Die Idee den Jedermann in einer Kirche zu spielen ist weder besonders neu noch besonders schlecht. So hat auch das Deutsche Theater Hugo von Hofmannsthals Theaterstück in sakralem Ambiente inszeniert und dafür mit der Kantorei St. Jacobi zusammengearbeitet. Hier in der Göttinger Innenstadtkirche wird viel gesungen und gelitten.
Von Sophia Karimi
Jedermann ist ein reicher Mann mit vielen Freunden und Freuden, nur die Beziehung zu Gott lässt zu wünschen übrig, er ist ungläubig und oberflächlich. So liebt er sein von Luxus und Spaß geprägtes Leben und ist nicht bereit dieses zu ändern, der verarmte Nachbar wird abgewiesen, der bittende Schuldner in den Kerker geschickt. Nur Unterhaltung möchte Jedermann, da helfen auch die Bitten der Mutter um Besserung nicht, seine Buhlschaft und Spaß stehen im Vordergrund, Lustgärten sollen gekauft und rauschende Feste gefeiert werden. Gott ist erzürnt und schickt den Tod, um Jedermann zu holen und zur Rechenschaft zu ziehen. Im Angesicht des Todes lässt ihm dieser eine Stunde, um jemanden zu finden, der diesen Weg mit ihm geht. Doch die Freunde und Lieben wollen nicht und flüchten einer nach dem anderen, selbst sein Reichtum kann und will nicht mit, Jedermann ist alleine. Nur die gebrechlichen und schwachen guten Taten Jedermanns und Schwester Glaube erscheinen und retten ihn vor Teufel und Einsamkeit.

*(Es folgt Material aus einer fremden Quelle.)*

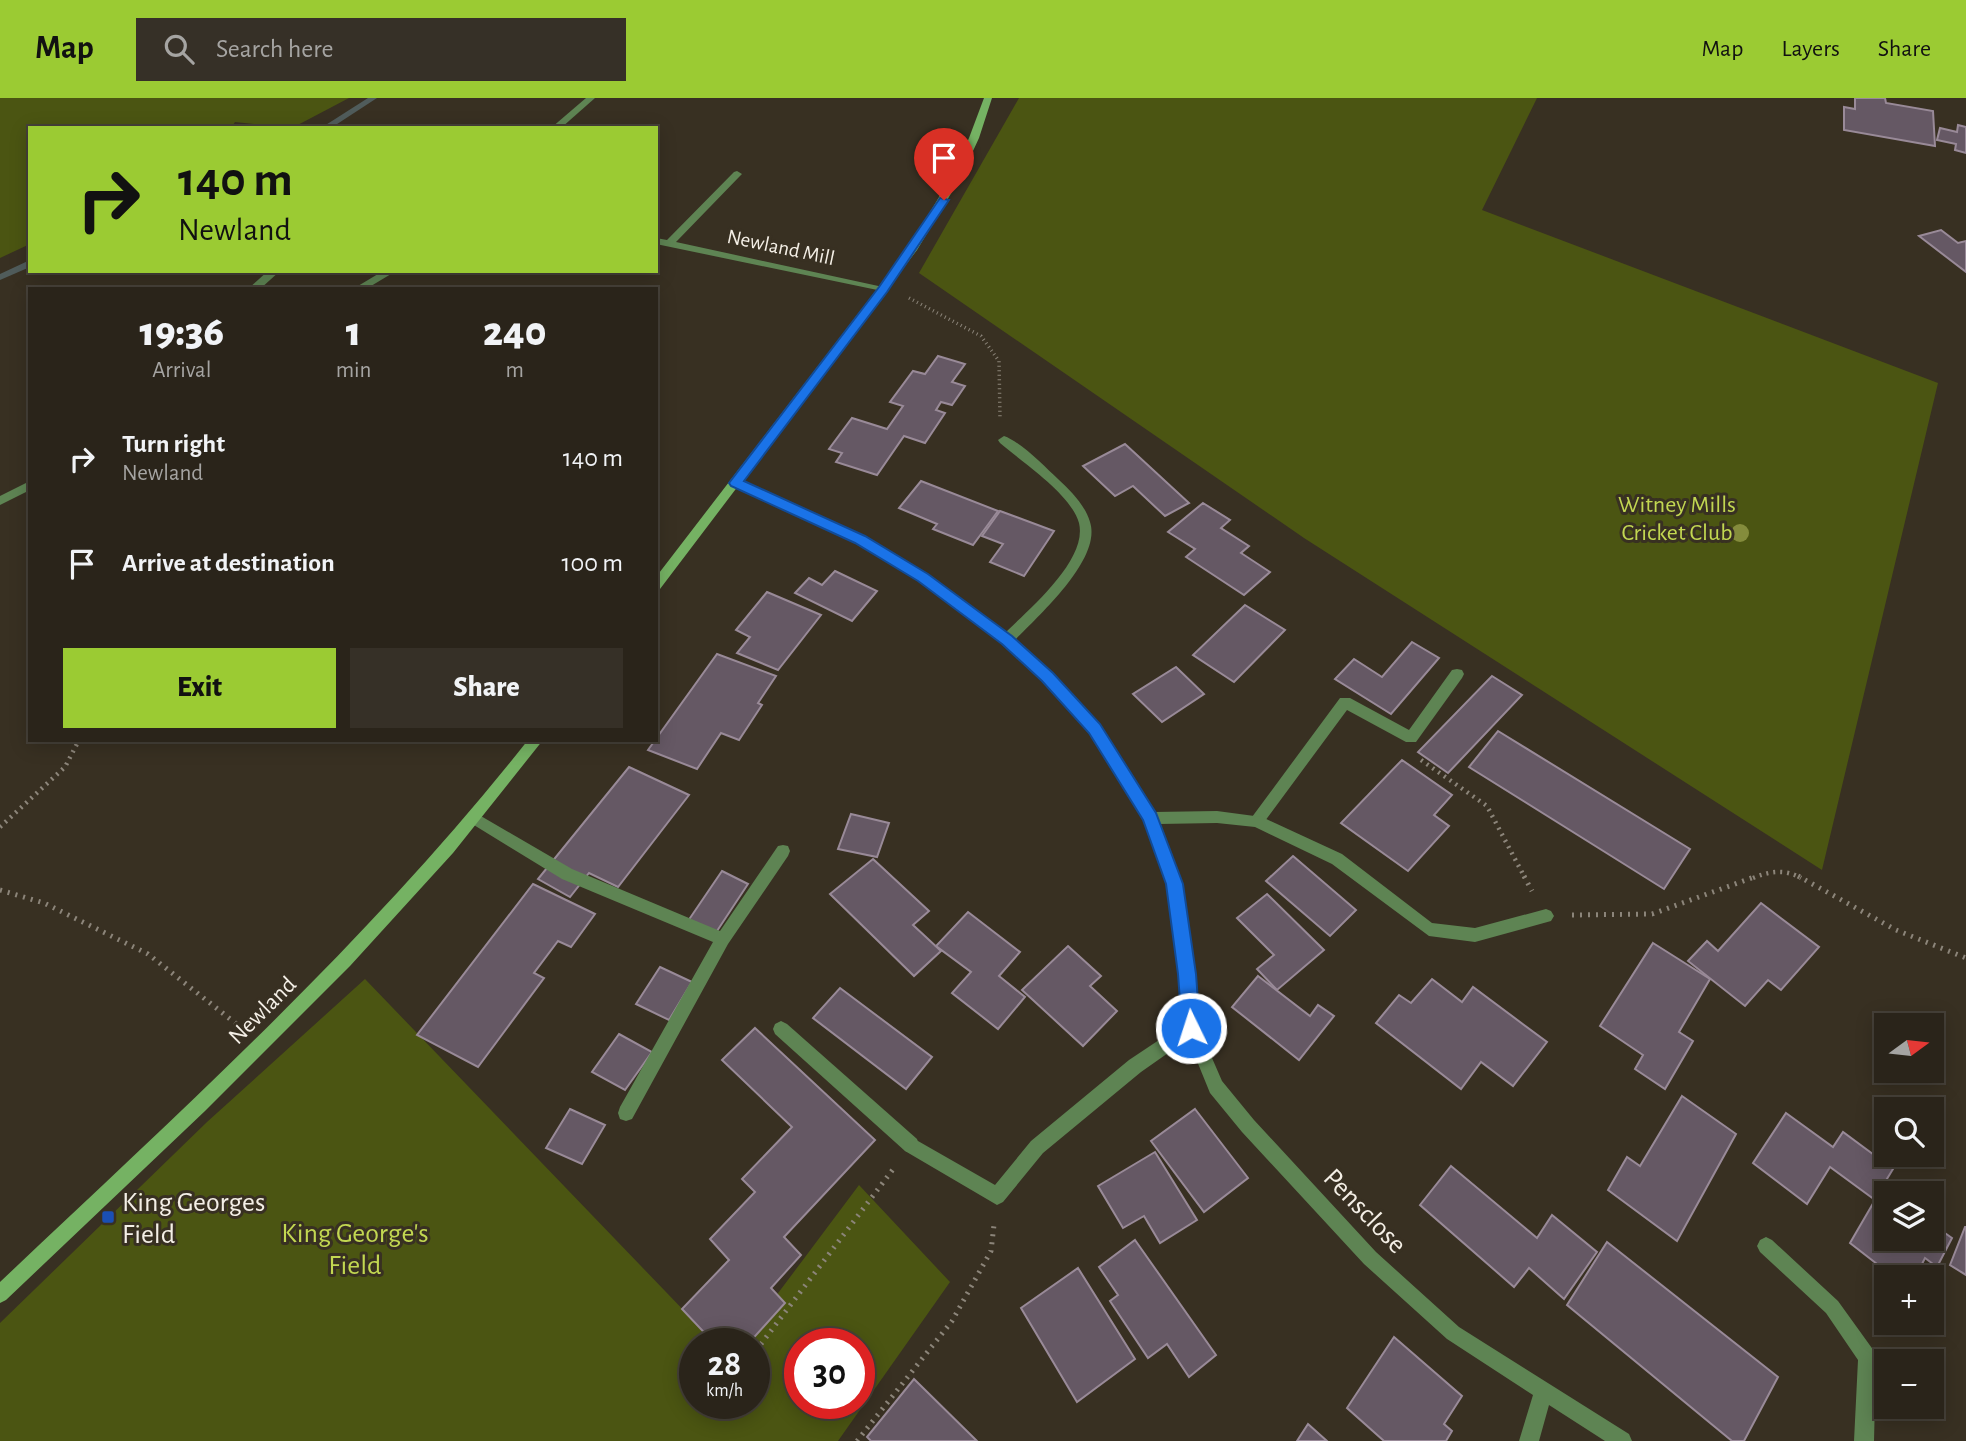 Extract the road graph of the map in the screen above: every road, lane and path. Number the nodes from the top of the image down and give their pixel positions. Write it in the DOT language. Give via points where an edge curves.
graph roads {
  1 [pos="591,98"];
  2 [pos="988,98"];
  3 [pos="557,126"];
  4 [pos="737,174"];
  5 [pos="658,241"];
  6 [pos="670,243"];
  7 [pos="273,273"];
  8 [pos="387,273"];
  9 [pos="257,287"];
  10 [pos="362,287"];
  11 [pos="883,290"];
  12 [pos="1003,440"];
  13 [pos="736,483"];
  14 [pos="28,486"];
  15 [pos="0,501"];
  16 [pos="658,583"];
  17 [pos="1007,640"];
  18 [pos="1457,674"];
  19 [pos="1411,738"];
  20 [pos="78,742"];
  21 [pos="534,742"];
  22 [pos="474,818"];
  23 [pos="1150,818"];
  24 [pos="1257,821"];
  25 [pos="0,827"];
  26 [pos="783,851"];
  27 [pos="0,890"];
  28 [pos="1546,916"];
  29 [pos="723,939"];
  30 [pos="1966,958"];
  31 [pos="1191,1028"];
  32 [pos="781,1029"];
  33 [pos="262,1044"];
  34 [pos="626,1113"];
  35 [pos="911,1145"];
  36 [pos="997,1196"];
  37 [pos="1766,1245"];
  38 [pos="0,1294"];
  39 [pos="770,1333"];
  40 [pos="1544,1391"];
  41 [pos="858,1441"];
  42 [pos="1529,1441"];
  43 [pos="1622,1441"];
  44 [pos="1864,1441"];
  1 -- 3 [label="street"];
  2 -- 11 [label="main road" via="944,200"];
  4 -- 6 [label="street, Newland Mill"];
  5 -- 6 [label="street, Newland Mill"];
  6 -- 11 [label="street, Newland Mill"];
  7 -- 9 [label="street"];
  8 -- 10 [label="street"];
  11 -- 12 [label="path" via="909,298 981,337 999,361"];
  11 -- 13 [label="main road"];
  12 -- 17 [label="street" via="1069,499 1085,525 1083,550 1064,579"];
  13 -- 16 [label="main road"];
  13 -- 17 [label="street, Pensclose" via="860,540 923,578"];
  14 -- 15 [label="street"];
  17 -- 23 [label="street, Pensclose" via="1095,729"];
  18 -- 19 [label="street"];
  19 -- 24 [label="street" via="1346,702"];
  19 -- 28 [label="path" via="1408,752 1487,806"];
  20 -- 25 [label="path" via="65,767"];
  21 -- 22 [label="main road, Newland"];
  22 -- 29 [label="street" via="567,874"];
  22 -- 33 [label="main road, Newland" via="391,912"];
  23 -- 24 [label="street"];
  23 -- 31 [label="street, Pensclose" via="1175,884"];
  24 -- 28 [label="street" via="1337,859 1429,929 1475,935"];
  26 -- 29 [label="street"];
  27 -- 33 [label="path" via="44,903 148,954"];
  28 -- 30 [label="path" via="1652,914 1765,873 1788,871 1896,930"];
  29 -- 34 [label="street"];
  31 -- 36 [label="street" via="1135,1066 1037,1147"];
  31 -- 40 [label="street, Pensclose" via="1216,1087 1370,1258 1453,1333"];
  32 -- 35 [label="street"];
  33 -- 38 [label="main road, Newland"];
  35 -- 36 [label="street"];
  35 -- 39 [label="path"];
  36 -- 41 [label="path" via="991,1251 952,1321"];
  37 -- 44 [label="street" via="1832,1307 1867,1358"];
  40 -- 42 [label="street"];
  40 -- 43 [label="street, Pensclose"];
}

Es ist klar, dass das »Spiel vom Sterben eines reichen Mannes«, uraufgeführt 1911 und angelehnt an Mysterienspiele des Mittelalters, nicht sein kann, was es nicht ist: ganz neu, ganz anders, nie gesehen. Doch unweigerlich imposant ist der wunderschöne Innenraum der Jacobi Kirche, kein besonderes Bühnenbild wird benötigt, der Raum und der Altar wirken für sich und so hält sich das Bühnenbild angenehm zurück. Die Kirche als Spielort kann beeindrucken, ohne dass man bereits viel gesehen hat.

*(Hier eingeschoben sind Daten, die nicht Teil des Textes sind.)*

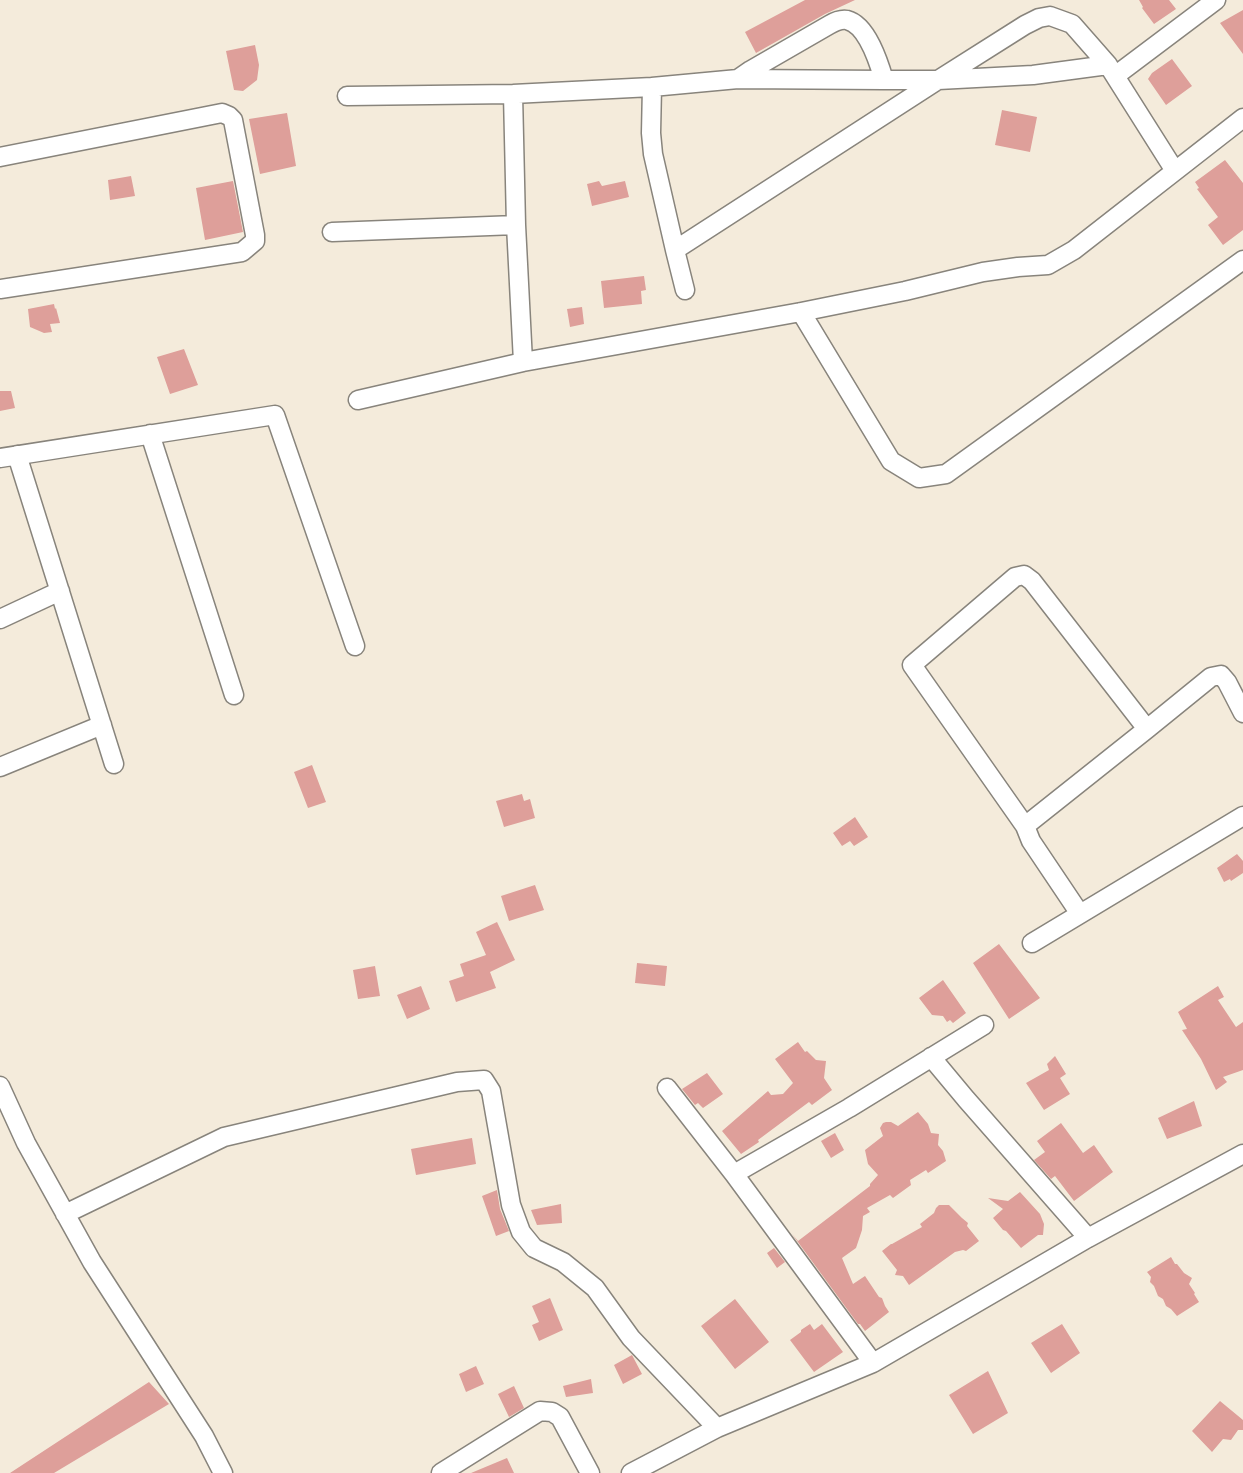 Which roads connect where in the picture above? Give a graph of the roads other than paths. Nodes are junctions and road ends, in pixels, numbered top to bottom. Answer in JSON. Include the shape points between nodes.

Die Inszenierung kommt hingegen trotz teilweise schauspielerisch grandioser Leistung altbacken daher. Der singende Chor, die Freunde Jedermanns mit Fidel und Flöte, in Feierlaune und historischem Gewand, hinterlässt leider oft Eindrücke eines Historienmusicals, zumal die Qualität des Gesangs an manchen Passagen wenig überzeugt. Musikalisch beeindrucken kann hingegen das wunderschöne Orgelspiel- doch dass alte, schöne Kirchenräume und gutes Orgelspiel ergreifen und bewegen, reicht nicht aus. Zumal das Orgelspiel als Nachspiel wunderschön, während der Stücks jedoch wenig zu hören ist und nur für atmosphärische Klänge sorgen darf. Optisch plakativ werden die Figuren aufgemacht: Der Teufel hat einen Schwanz und Hörner, der Glaube ist ein blonder, langhaariger Engel und der Mammon sieht aus wie ein glitzernder, halbseidener Schlagerstar. Sehr klischeehaft ist dies teilweise und das liegt nicht an der Textvorlage, die solche Personifikationen vorgibt. Denn dieser Text Hofmannsthals ist so aktuell wie nie, leben wir doch alle angeblich in einer häufig zitierten und konsumorientierten Spaßgesellschaft. Der Text bedarf keiner Erneuerung oder Uminterpretation, ebenso wenig jedoch einer Reproduktion, die sich zu oft darauf beschränkt offensichtlich zu sein. Gespielt wird hier grandios und leidenschaftlich, besonders Florian Eppinger überzeugt absolut als Jedermann und sorgt dafür, dass man dann trotzdem ergriffen ist von der Geschichte um Gut und Böse, auch der Tod (Gerrit Neuhaus) und der sogar ein wenig diabolisch anmutende Gott (Lutz Gebhardt) sind großartig und sorgen dann doch für emotionale Anteilnahme. Schade, dass dieser Inszenierung trotz tollem Schauspiel und wunderbaren Raumvoraussetzungen einfach etwas fehlt. Dies hier reicht schlichtweg nicht aus.